Looking to the Future at Autodesk University 2017


Autodesk University (AU) Las Vegas is always a great, thought-provoking conference, and the 2017 event did not disappoint. The repeated theme of “More. Better. Less.” presented an aspirational challenge, while the content of the program gave attendees the practical knowledge and tools needed to rise to the occasion. Time and time again, attendees were shown how applying futuristic concepts to existing processes and procedures could solve for many of the challenges we face today while also preparing us for the future of making things.


My biggest takeaway from AU was that we should embrace the opportunity to change and expand our ways of thinking. The challenges we face as we make these changes – from the threats posed by automation to the growing skills gap – are all part of the process. When we look at the past, present, and future of making things, the common thread is our ability to adapt and innovate to make the world a better place.

Learning from the past

In his opening keynote presentation, Autodesk President and CEO, Andrew Anagnost, discussed the struggles with today’s rapidly changing technology and how many times we have overcome these same issues in past technological revolutions.

In the industry-wide discussion about automation, machine learning (ML), and artificial intelligence (AI), we tend to focus on consequences of these changes rather than the potential. Anagnost illustrated this point by discussing the concerns bank tellers had with the advent of the automated teller machine (ATM). Many thought that human bank tellers would be replaced entirely by the ATM, but instead, banks pivoted the role to allow them to provide more, better services to their customers by focusing less on the more mundane, day-to-day tasks. By looking at the situation as an opportunity rather than a threat, banks were able to grow their businesses and retain their employees – a win on both fronts!


These times of growth and change are not easy, however. As Anagnost discussed, there’s a gap in every technological revolution where the skills you needed in the past are not the skills you need for the future. Due to the rapid advancement of modern technology, the time between revolutions is shortening.
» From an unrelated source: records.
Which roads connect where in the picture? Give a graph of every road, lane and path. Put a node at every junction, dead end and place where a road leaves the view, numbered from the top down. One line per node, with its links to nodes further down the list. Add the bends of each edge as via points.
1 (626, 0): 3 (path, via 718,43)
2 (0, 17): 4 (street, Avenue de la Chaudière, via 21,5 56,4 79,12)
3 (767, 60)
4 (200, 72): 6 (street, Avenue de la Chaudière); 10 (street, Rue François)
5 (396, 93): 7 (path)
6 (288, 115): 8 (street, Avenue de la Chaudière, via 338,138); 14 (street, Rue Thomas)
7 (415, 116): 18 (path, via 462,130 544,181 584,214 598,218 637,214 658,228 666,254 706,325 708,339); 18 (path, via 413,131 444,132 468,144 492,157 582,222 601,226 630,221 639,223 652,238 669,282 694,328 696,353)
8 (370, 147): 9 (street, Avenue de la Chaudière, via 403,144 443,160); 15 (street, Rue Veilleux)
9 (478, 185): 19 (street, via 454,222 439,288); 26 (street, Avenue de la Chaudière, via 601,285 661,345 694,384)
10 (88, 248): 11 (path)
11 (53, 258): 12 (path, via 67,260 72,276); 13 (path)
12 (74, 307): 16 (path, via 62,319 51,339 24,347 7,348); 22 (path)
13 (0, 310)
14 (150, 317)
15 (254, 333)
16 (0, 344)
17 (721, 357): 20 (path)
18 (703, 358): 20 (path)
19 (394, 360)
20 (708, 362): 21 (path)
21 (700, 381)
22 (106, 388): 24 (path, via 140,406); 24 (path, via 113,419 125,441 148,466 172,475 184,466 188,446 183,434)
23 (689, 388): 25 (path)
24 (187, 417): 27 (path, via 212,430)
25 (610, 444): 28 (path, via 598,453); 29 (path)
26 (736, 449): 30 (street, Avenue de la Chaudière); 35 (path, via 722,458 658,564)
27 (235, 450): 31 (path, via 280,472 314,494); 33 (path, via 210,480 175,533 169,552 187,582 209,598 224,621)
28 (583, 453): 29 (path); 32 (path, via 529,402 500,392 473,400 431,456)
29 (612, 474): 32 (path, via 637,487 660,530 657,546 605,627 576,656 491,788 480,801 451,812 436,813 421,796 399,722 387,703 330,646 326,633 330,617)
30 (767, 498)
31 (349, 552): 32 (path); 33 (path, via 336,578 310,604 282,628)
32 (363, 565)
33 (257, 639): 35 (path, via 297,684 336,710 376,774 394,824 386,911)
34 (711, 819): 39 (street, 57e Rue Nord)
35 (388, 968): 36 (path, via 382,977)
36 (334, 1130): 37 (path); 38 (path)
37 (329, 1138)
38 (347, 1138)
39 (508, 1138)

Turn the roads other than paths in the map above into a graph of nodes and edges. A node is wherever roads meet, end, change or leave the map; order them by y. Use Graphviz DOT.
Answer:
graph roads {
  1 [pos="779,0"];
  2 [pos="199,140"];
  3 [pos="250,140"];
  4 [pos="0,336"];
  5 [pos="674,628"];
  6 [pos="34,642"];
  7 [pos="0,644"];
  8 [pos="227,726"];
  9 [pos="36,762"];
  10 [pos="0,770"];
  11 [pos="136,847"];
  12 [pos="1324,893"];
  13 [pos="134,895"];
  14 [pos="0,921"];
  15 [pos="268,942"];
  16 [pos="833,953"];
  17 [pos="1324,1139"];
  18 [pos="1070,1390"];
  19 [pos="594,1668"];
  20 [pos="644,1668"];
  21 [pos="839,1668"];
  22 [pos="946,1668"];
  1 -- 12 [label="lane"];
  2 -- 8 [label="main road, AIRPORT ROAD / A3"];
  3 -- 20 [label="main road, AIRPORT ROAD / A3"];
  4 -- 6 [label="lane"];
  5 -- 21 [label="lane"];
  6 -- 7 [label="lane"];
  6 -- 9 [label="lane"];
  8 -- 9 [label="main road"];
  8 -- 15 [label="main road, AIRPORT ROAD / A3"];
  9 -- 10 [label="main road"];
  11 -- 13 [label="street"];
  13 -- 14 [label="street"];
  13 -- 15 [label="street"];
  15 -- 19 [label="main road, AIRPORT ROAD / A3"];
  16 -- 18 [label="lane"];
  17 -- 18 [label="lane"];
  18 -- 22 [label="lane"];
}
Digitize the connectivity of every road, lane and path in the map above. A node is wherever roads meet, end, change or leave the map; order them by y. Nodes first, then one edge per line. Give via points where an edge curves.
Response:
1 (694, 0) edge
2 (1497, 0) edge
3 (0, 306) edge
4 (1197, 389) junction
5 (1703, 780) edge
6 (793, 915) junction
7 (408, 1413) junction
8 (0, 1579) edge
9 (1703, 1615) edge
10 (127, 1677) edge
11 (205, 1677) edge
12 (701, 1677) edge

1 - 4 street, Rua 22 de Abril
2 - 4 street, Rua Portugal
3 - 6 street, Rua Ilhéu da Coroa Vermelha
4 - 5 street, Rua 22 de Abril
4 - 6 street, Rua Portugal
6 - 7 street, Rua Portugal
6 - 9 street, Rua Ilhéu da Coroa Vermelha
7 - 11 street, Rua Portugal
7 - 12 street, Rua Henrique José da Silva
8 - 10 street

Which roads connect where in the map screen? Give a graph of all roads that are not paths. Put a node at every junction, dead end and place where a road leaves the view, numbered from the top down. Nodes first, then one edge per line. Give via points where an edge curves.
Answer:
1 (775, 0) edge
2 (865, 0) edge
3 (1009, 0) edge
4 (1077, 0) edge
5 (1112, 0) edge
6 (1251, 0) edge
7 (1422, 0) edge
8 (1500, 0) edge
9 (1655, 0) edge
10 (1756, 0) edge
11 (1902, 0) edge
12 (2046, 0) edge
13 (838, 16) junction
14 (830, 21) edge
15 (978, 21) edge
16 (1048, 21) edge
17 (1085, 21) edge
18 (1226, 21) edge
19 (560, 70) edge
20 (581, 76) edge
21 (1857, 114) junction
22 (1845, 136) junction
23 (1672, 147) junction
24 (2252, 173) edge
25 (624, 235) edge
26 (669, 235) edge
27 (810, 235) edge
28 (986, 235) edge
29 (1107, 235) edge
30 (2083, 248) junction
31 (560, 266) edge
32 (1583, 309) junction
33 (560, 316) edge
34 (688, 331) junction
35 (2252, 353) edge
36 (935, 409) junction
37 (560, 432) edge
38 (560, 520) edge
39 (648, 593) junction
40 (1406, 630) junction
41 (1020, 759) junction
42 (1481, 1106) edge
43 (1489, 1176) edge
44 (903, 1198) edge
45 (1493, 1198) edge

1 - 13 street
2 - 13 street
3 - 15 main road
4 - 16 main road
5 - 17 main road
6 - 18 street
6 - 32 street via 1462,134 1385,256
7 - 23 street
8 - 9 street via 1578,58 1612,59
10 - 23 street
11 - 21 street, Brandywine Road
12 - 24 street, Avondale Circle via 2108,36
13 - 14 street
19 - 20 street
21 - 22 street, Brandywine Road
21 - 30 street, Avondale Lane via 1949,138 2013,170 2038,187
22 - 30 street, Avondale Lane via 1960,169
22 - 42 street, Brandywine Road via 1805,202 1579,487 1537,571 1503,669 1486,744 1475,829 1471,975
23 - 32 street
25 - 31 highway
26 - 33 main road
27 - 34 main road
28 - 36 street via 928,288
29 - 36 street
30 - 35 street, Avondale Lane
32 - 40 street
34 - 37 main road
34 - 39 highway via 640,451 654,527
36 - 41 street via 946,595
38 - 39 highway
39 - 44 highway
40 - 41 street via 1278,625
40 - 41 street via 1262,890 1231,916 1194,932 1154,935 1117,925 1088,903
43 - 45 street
Because of this, we must find ways to adapt the knowledge we already have to succeed today, while also learning the new skills and technologies we need to thrive in the future.

Succeeding in the present

While the task may seem daunting, AU was filled with companies doing incredible things with their existing technologies and skillsets. During the technology keynote, presented by Amy Bunszel, Autodesk Senior Vice President of Design and Creation Products, welcomed to the stage a number of companies doing just this.

Tim Evans from Kalitta Motorsports Engineering joined Bunszel to share how Kalitta is using generative design and simulation to build more powerful, lighter weight race cars. Using generative design to create shapes that are consistent with those found in nature, Kalitta is able to experiment with designs that weigh far less than their traditional counterparts. This is crucial in the racing world as lighter cars travel faster and, therefore, win more races. Additionally, by bringing their old data into their new software, Kalitta leverages simulation tools and finite element analysis (FEA) to run tests that previously would have had to been conducted on a race track. The ability to test how different designs and materials would react under the extreme conditions in racing helped to reduce costs and time to market.


Another highlight from the technology keynote came from Bridgestone Tires, who are currently renovating their production facilities and moving to state-of-the-art equipment. Using augmented reality, Bridgestone is able to digitally walk through their new plant designs before renovating. This allows them to ensure they won’t encounter costly unexpected problems, such difficulties in maintaining the machines in the facility. Once the layouts are complete, Bridgestone uses mixed and virtual reality to retrain their production workers on the new equipment, reducing turnover and creating a more effective training environment.

Perhaps one of the most exciting examples came from Van Wijen Noord B.V., a leading construction company in the Netherlands building custom, modular houses. During the opening keynote, Van Wijen COO Hilbrand Katsma showed how they moved from 2D drawings to 3D building information models, increased their use of communication technologies across all areas of business, and optimized logistics with their partners to completely reshape and grow their business. In two years time, Van Wijen reduced the time from contract to build from eight months to only three months, with actual construction taking as little as 3 weeks.


By simply taking advantage of the technology already available to them, Kalitta, Bridgestone, and Van Wijen have been able to do more, better, with less. In each of these examples, we see companies reducing their overall costs, reducing waste, creating and designing better products, and, ultimately, increasing their bottom line. All three of these companies show the importance of learning to fully utilize your technology.

Preparing for the future

As I listened to the keynote presentations and made my way through the exhibit hall, the thing that stood out to me in all of this was the constant emphasis and importance placed on learning and education.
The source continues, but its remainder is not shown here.